As above yes, this is my 3rd unit – the other 2 (and this one) suffer from the same major fault, the unit spec shows it will handle external temps of -40C to +65C and that the outdoor sensor has a battery life of upto 24 months. Once the external temp drops below 2C the battery life drops, so much so that a fresh set of batteries will last less than 2 weeks in the external sensor if you have a few cold nights (when I say cold I’m talking around -4C as the lowest temp). Maplin recommend alkaline batteries for use in the sensor, Ambient recommend lithium batteries when in cold climates, guess which ones work best!
For someone like me who is more curious about the weather than just looking outside but doesn’t want to spend a fortune then this unit when on offer does the job that I need, yes it would be nice for a little more info (such as wind direction and better prediction/longer range) but then you are talking quite a jump in cost.
Just remember, lithium batteries will work in the winter better than alkaline but there is a cost difference when buying them, or buy alakaline but be prepared to change them often if its cold.

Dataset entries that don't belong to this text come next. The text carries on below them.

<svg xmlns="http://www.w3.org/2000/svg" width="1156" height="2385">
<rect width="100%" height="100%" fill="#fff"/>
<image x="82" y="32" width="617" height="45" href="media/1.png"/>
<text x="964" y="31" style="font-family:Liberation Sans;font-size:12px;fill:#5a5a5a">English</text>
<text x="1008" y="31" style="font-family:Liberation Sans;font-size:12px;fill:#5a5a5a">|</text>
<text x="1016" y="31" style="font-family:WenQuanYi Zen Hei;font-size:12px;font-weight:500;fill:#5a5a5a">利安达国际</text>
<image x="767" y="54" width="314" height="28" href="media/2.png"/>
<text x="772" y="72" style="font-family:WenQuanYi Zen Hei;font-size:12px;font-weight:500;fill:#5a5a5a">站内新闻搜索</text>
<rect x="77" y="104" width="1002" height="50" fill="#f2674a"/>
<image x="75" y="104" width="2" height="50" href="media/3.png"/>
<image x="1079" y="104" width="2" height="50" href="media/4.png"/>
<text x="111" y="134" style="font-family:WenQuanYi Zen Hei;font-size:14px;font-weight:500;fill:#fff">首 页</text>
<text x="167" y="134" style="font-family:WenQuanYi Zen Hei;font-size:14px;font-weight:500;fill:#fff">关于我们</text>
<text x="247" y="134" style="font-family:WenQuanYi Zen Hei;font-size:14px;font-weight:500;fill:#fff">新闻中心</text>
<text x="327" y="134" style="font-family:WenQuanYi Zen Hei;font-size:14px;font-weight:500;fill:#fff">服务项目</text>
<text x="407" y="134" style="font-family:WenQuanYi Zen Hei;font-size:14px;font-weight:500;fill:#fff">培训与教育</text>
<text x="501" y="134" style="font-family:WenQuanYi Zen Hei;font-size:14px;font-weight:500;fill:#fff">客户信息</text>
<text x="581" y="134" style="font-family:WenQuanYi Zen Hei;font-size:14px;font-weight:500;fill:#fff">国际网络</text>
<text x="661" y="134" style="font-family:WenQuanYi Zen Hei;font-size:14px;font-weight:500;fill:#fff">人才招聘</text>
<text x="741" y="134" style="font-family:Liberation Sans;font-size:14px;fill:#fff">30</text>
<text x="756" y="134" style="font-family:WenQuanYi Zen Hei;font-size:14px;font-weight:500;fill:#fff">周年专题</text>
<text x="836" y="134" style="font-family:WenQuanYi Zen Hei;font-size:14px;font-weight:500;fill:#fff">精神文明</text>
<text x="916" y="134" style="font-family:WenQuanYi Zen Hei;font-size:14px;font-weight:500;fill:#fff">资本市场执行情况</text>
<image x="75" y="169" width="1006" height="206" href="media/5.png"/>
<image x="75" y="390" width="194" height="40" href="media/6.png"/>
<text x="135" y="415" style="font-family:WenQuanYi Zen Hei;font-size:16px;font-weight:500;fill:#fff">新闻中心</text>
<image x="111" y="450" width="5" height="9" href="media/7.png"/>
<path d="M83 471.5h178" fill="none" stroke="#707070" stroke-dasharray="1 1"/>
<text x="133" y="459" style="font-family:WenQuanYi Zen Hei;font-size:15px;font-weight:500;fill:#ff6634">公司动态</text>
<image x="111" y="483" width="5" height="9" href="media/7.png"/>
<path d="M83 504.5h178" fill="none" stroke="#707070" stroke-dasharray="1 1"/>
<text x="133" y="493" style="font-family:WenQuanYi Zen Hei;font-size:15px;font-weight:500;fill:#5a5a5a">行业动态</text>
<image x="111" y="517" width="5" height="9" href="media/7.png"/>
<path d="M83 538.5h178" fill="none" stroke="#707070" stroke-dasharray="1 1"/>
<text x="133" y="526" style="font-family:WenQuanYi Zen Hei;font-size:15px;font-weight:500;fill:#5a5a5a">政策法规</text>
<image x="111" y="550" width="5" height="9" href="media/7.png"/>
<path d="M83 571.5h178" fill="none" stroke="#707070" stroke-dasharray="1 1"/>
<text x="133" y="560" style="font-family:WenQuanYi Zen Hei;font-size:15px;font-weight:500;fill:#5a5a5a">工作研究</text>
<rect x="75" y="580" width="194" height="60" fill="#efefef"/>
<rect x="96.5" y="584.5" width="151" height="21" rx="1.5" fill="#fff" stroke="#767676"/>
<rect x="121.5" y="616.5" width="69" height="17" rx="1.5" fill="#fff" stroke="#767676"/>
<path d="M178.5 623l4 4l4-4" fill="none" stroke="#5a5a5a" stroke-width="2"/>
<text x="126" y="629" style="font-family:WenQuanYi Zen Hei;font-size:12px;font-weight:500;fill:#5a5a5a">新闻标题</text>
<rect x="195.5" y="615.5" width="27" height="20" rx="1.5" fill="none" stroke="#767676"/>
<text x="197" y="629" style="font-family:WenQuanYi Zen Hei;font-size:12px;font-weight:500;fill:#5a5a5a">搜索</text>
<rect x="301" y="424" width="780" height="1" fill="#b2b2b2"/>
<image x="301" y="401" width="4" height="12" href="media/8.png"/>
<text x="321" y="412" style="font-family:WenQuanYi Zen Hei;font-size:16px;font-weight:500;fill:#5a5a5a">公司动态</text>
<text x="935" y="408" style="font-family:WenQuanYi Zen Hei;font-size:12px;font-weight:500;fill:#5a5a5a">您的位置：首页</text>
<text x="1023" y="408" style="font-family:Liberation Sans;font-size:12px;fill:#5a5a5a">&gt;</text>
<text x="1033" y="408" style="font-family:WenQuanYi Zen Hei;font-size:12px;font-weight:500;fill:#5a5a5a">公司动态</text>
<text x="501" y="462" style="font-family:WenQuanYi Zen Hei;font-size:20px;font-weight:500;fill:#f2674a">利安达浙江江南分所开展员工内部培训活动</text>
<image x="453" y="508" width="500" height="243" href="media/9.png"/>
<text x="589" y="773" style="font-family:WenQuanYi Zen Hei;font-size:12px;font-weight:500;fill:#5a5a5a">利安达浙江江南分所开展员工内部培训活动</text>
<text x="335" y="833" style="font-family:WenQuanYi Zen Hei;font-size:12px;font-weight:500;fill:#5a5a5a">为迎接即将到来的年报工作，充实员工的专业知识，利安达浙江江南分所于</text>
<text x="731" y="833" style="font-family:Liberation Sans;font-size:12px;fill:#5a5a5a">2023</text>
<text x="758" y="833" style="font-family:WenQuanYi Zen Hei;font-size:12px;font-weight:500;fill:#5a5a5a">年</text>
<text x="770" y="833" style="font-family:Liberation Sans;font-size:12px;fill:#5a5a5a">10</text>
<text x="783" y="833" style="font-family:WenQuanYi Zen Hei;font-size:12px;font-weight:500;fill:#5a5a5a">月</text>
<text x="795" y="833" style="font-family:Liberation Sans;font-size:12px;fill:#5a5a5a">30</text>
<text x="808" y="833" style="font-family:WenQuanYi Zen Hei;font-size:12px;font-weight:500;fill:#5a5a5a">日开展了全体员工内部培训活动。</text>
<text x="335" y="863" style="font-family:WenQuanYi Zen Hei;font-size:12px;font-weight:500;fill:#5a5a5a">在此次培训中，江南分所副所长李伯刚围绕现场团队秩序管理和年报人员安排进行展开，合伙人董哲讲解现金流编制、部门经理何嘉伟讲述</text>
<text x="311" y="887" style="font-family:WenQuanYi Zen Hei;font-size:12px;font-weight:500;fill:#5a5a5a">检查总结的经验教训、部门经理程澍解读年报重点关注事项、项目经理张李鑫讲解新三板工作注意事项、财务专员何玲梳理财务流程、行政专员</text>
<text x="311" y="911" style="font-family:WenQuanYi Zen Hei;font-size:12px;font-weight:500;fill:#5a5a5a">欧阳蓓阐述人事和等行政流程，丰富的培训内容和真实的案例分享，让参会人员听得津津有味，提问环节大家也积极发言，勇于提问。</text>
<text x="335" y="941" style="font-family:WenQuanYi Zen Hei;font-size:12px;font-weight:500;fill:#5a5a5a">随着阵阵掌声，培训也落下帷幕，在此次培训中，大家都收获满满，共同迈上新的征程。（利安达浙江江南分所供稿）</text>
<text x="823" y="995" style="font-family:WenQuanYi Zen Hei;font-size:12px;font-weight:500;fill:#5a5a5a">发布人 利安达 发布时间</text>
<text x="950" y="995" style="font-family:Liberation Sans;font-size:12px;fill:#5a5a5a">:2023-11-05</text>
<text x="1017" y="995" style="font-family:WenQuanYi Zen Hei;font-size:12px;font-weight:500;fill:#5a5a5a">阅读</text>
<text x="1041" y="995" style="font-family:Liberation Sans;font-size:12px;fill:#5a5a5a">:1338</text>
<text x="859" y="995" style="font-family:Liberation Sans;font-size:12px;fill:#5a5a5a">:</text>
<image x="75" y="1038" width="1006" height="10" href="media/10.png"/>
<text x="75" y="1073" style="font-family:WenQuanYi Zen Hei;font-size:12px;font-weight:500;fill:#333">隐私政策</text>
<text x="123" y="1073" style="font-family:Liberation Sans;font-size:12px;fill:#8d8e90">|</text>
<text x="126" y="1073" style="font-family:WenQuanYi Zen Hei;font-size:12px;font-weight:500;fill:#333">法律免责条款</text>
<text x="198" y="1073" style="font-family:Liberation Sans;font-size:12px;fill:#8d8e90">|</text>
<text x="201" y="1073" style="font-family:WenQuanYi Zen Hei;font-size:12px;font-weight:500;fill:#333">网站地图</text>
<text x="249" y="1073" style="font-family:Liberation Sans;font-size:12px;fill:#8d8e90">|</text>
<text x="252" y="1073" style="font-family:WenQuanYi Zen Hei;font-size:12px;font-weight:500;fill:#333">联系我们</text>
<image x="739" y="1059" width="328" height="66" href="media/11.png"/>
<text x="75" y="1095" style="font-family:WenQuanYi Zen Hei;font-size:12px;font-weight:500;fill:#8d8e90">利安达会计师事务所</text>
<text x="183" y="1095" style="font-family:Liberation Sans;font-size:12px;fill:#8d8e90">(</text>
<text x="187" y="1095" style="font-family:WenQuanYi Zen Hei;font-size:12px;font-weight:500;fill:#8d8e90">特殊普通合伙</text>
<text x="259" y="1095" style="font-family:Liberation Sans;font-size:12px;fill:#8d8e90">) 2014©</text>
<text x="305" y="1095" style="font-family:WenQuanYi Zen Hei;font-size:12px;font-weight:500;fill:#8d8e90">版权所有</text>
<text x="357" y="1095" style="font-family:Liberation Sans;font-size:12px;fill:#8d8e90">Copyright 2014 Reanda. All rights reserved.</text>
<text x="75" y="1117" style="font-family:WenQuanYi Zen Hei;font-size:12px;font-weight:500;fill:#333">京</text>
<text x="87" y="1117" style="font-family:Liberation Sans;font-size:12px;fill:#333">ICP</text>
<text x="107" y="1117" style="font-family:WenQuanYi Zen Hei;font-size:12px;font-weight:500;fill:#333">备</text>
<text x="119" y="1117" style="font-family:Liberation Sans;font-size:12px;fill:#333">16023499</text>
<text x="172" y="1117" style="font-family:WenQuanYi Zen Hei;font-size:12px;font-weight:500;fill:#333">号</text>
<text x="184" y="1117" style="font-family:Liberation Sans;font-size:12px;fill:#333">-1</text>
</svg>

Interestingly, Ambient discontinued this unit because of a few issues but Maplin still sell it as the current unit. The current Ambient version is WS-1075 which looks almost identical except the base unit is a different colour and they condensed the external sensors into a smaller footprint.
Update – 01/11/2015
The outside sensor needed new batteries so I followed the instructions and replaced said batteries……..and it went all wrong! The actual replacement was easy, but it lost connection with the base unit and the only way to resolve this was a full reset of the base unit.
Update – 15/02/2016
Well it had to happen, we have a dead sensor – apparently it’s not rained for the last 2 weeks, this is Wales, this is a lie! It looks fine and the principal of the operation is fine but its dead. Oh well!
Update – 03/08/2016
2 months ago I decided to see why the sensor wasn’t working – it appears that rain water had caused a build up of sludge which covered both the switch and the collection well hole, cleaned both of these and poured about 2 litres of water through it and its working like a treat. On the other side, I have had to change the batteries in the base unit and the sensor again 😦
Update – May 2017
Well the cheap plastic has come to the end of its life span, the weather guage has crumbled into many parts, the rain gauge is held on by luck and cable ties and the main housing is falling apart – so its just less than 3 years old and its at the end of its life, now considering the claimed battery life is meant to be 2 years, the 3 year life span is poor. On the positive side it was only £25 so thats about £8 per year plus a few sets of batteries.